Work item:
What you return should be the lines of the data containing "Коммунаров", each in full.

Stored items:
********************

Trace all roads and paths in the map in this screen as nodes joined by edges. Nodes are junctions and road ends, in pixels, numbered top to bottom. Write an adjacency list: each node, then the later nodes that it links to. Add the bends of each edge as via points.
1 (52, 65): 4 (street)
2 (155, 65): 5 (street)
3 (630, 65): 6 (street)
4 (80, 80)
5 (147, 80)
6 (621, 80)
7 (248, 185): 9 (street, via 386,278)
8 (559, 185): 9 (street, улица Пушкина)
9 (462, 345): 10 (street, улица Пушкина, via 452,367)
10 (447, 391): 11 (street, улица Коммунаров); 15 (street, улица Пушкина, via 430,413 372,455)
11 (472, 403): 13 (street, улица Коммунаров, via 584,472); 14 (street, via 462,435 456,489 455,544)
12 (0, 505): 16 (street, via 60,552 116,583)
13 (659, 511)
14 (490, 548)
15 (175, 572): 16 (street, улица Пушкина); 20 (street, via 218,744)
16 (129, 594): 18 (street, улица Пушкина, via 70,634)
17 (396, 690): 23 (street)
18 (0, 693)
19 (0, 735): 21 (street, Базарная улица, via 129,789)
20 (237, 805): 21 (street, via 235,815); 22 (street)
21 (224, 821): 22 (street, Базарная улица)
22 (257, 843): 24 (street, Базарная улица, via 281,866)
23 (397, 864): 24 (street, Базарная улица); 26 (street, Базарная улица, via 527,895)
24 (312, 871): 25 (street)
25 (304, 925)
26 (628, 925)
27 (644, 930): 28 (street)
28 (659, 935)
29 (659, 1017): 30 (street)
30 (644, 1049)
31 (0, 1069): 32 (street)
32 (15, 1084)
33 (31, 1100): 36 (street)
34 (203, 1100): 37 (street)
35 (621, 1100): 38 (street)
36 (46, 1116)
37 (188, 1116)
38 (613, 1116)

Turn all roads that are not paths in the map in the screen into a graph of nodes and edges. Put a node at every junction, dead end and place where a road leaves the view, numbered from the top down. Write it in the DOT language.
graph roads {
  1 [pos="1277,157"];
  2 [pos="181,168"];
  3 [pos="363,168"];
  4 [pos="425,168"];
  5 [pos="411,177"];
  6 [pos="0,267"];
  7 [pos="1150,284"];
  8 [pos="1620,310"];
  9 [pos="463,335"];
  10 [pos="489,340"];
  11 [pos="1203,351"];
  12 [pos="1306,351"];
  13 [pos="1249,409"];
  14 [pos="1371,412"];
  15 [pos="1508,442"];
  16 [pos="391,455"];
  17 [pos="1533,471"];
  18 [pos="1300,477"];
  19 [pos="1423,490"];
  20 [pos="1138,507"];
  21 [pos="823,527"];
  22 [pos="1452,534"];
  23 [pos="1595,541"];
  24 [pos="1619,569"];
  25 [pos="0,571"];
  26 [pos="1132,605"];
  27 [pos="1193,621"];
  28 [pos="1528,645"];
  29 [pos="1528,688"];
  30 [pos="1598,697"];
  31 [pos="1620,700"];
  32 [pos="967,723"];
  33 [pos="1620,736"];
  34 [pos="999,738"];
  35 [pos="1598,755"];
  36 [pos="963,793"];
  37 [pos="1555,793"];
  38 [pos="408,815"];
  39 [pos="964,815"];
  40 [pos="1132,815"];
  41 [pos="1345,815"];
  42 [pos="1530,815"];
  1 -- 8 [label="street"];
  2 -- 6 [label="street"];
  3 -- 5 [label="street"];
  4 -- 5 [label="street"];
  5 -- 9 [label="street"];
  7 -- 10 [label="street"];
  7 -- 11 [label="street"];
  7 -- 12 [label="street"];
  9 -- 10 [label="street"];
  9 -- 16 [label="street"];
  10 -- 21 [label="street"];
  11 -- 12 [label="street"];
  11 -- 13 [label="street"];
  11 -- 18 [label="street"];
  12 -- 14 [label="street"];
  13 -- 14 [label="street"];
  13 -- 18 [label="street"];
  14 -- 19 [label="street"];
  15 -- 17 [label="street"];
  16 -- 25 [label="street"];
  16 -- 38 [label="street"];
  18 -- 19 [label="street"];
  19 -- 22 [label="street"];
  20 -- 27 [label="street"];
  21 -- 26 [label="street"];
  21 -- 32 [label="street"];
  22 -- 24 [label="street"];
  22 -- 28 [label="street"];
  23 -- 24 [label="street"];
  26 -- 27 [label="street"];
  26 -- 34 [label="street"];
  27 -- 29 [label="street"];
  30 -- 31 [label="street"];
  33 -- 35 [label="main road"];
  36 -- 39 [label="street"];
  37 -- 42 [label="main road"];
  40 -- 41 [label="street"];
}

********************

Answer box:
10 (447, 391): 11 (street, улица Коммунаров); 15 (street, улица Пушкина, via 430,413 372,455)
11 (472, 403): 13 (street, улица Коммунаров, via 584,472); 14 (street, via 462,435 456,489 455,544)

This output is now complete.